Foto: Kiko Silva
Alô, alô, Marciano Lopes, aqui quem fala
é da Terra. Sou o Raymundo, aquele que quando o encontrava nas ruas do Centro
ou no Bar do Pedim parava para compartilhar as dores comuns à desmemória coletiva
desta cidade, talvez a sua amante mais fervorosa e completamente infiel.
Você, com sua voz arranhada de vitrola, não
era dado a simpatias, avaro em sorrisos e gestos. Gostava de se dizer
jornalista, entretanto, mal contava das histórias sobre os feitos do passado –
e tinha muitos nas diversas folhas cearenses –, a não ser quando sob pressão e generosa
paciência.
Quando lancei meu primeiro livro, em
2005, era seu leitor. Adorava as suas crônicas de menino, aquelas “scenas
d’antanho tiradas do baú”, assistindo aos espetáculos das vitrines das lojas
chiques, dizendo dos costumes, da beleza dos cinemas, das fotografias
amarelecidas e dos reclames. Não sei se ainda lembra, mas fui ao seu
antiquário, disse exatamente isso enquanto me apresentava, indiferente ao meu
entusiasmo, a diversas peças raras de mobiliário. Entretanto, ao saber que estava
ali para convidá-lo para um lançamento de livro, perdeu a inspiração e foi
categórico: “Não vou a lançamentos. Livros, tenho os meus. Não dá dinheiro.
Maior bobagem escrever livros.”
Eu, que tinha adquirido alguns outros
títulos da ABC – editora do admirável ipuense Maurício Xerez –, aproveitei e
perguntei se ainda tinha algum exemplar do Royal
Briar. Respondeu-me “Não, acabou-se tudo!” Quando, repentino, alargou a vista
sempre espremida: “Você não quer publicar meu livro também, não?”
Passaram-se os anos, amigo Marciano, e
eu continuei a encontrá-lo ao acaso. Num desses encontros, em meio a belas
manecas, me transmitiu um ensinamento: “Não importa apenas que falem sobre a
história da cidade, essa história tem que ser verdadeira, pois daqui a alguns
anos, quando pesquisarem nos jornais, acreditarão que aquele monte de asneiras
é verdade!” Assim, você, que nem gostava muito de aparecer em fotos ou em TV, nem
de agradar a ninguém, recebeu meu convite para participar de uma mesa de
cronistas da cidade que criei para a Bienal do Livro, em pleno aniversário de Fortaleza. Porém, negou-se. “Ia não. Fazer o quê lá?”

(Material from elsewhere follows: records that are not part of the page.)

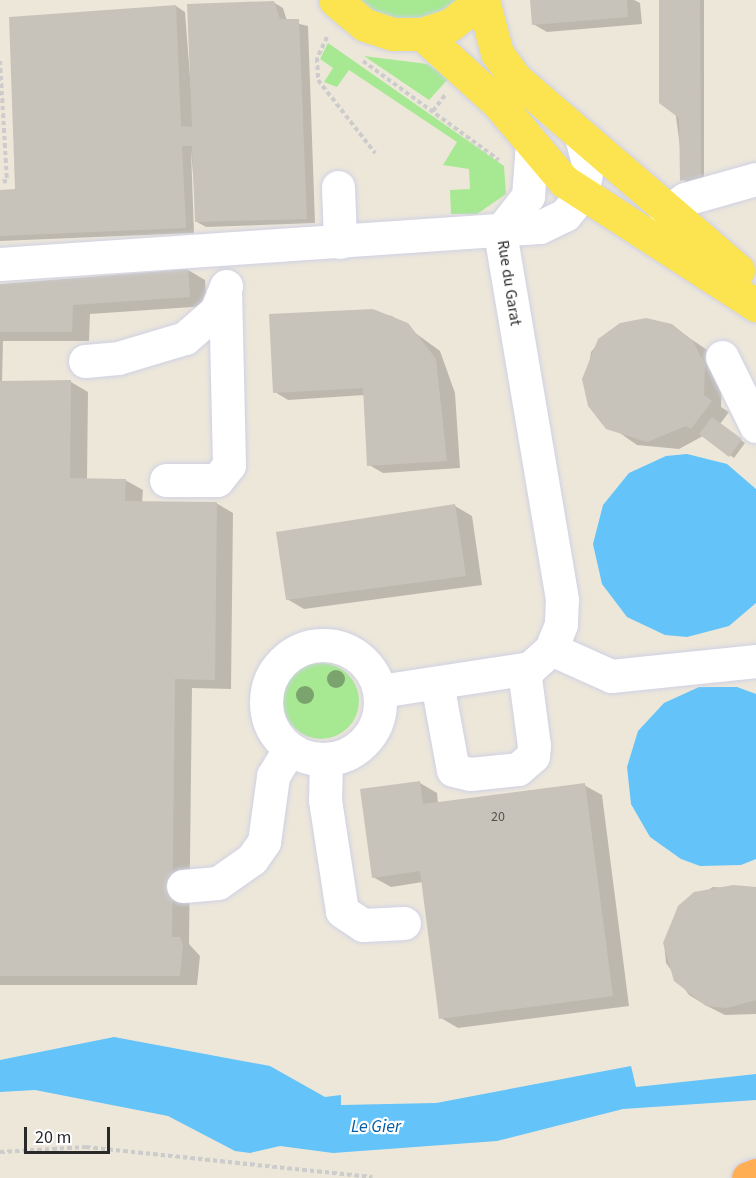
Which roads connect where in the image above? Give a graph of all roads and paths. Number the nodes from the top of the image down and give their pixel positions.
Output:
1 (483, 0) edge
2 (332, 3) edge
3 (422, 34) junction
4 (327, 37) dead end
5 (363, 61) dead end
6 (0, 62) edge
7 (452, 85) dead end
8 (433, 111) junction
9 (0, 134) edge
10 (6, 134) junction
11 (581, 136) junction
12 (532, 144) junction
13 (375, 153) dead end
14 (507, 166) dead end
15 (756, 179) edge
16 (0, 182) edge
17 (338, 187) dead end
18 (582, 194) junction
19 (666, 212) junction
20 (500, 232) junction
21 (340, 242) junction
22 (226, 249) junction
23 (0, 264) edge
24 (756, 283) edge
25 (225, 291) junction
26 (756, 305) edge
27 (722, 357) dead end
28 (85, 361) dead end
29 (756, 426) edge
30 (166, 480) dead end
31 (551, 649) junction
32 (756, 661) edge
33 (524, 670) junction
34 (437, 683) junction
35 (380, 691) junction
36 (289, 748) junction
37 (326, 760) junction
38 (183, 886) dead end
39 (404, 923) dead end
40 (0, 1152) edge
41 (756, 1175) edge
42 (372, 1177) edge
43 (748, 1178) edge

1 - 3 main road
1 - 11 main road
2 - 3 main road
3 - 12 main road
4 - 13 path
5 - 8 path
6 - 10 path
7 - 8 path
8 - 14 path
9 - 10 path
10 - 16 path
11 - 18 street
11 - 19 main road
12 - 18 main road
12 - 20 street
15 - 19 street
17 - 21 street
18 - 20 street
18 - 26 main road
19 - 24 main road
20 - 21 street, Rue du Garat
20 - 31 street, Rue du Garat
21 - 22 street, Rue du Garat
22 - 23 street, Rue du Garat
22 - 25 street
25 - 28 street
25 - 30 street
27 - 29 street
31 - 32 street
31 - 33 street
33 - 34 street
33 - 34 street
34 - 35 street
35 - 36 street
35 - 37 street
36 - 37 street
36 - 38 street
37 - 39 street
40 - 42 path
41 - 43 highway

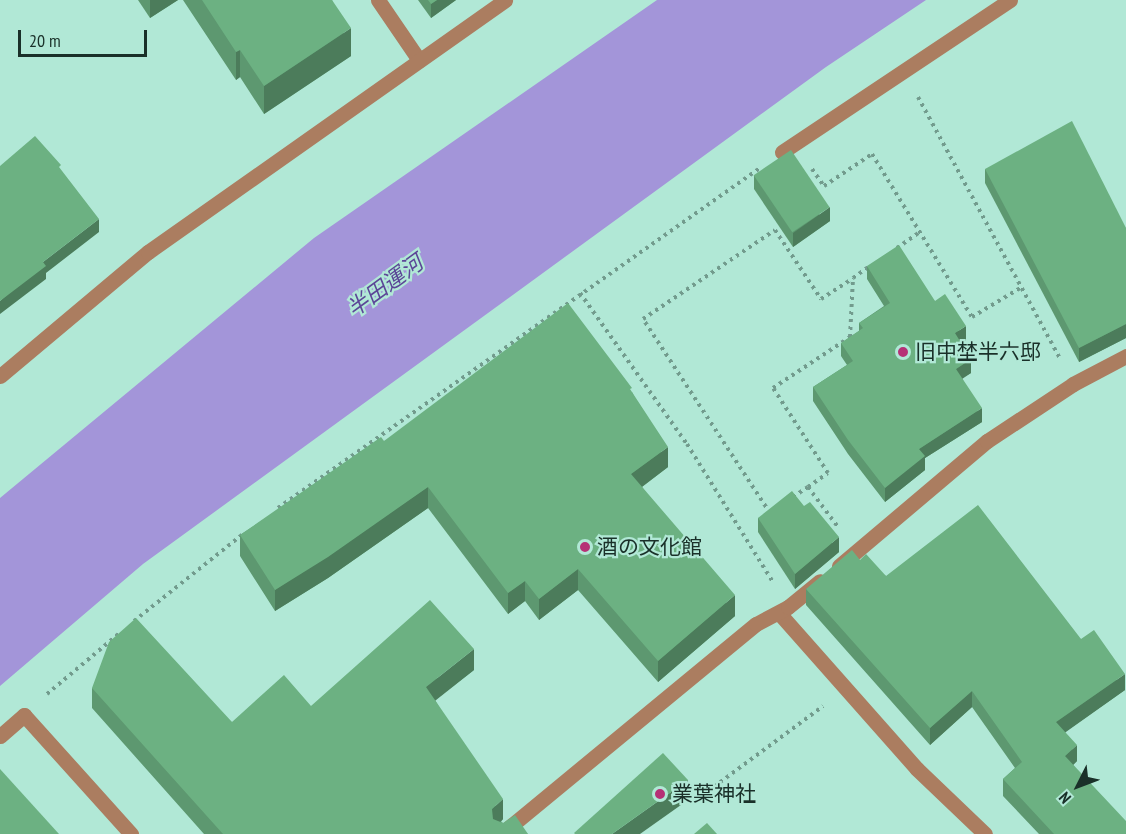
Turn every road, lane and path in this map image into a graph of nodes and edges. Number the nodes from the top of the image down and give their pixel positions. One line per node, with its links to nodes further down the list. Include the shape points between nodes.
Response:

Também se negaram Airton Monte, Christiano Câmara e Nirez. Aceitaram: Narcélio
Limaverde, Zenilo Almada e o Ary Bezerra Leite.
Mesmo diante dos descasos para com este
amigo, e deixando para lá umas piadinhas ácidas que eram bem de seu feitio, estimulei
Albanisa Dummar, editora, a apresentar o seu Royal Briar em concurso de publicação, no qual, para nossa alegria,
talvez mais minha do que sua, ele foi contemplado, sendo logo editado e
distribuído pelo Armazém da Cultura, assegurando, ainda hoje, mais agora com a
sua distância, que os leitores também amantes da “lourinha” possam encontrá-la
pintada pelos seus olhos. Eu, final e merecidamente, confesse, após tantos
anos, ganhei a edição original (1988) de seu Royal Briar, além da nova (2012) e belíssima edição do Armazém.
Hoje, quando soube de mais essa
desfeita, essa partida silenciosa em plena noite dourada, lembrei-me, com
amargo gostinho de “nunca mais”, daquelas piadinhas infames, da pergunta nunca
respondida sobre a radionovela da Assunção, dos seus rastros que trago na
estante.
Pois é, Marciano, “a crise tá virando zona: cada vez mais down o high society!”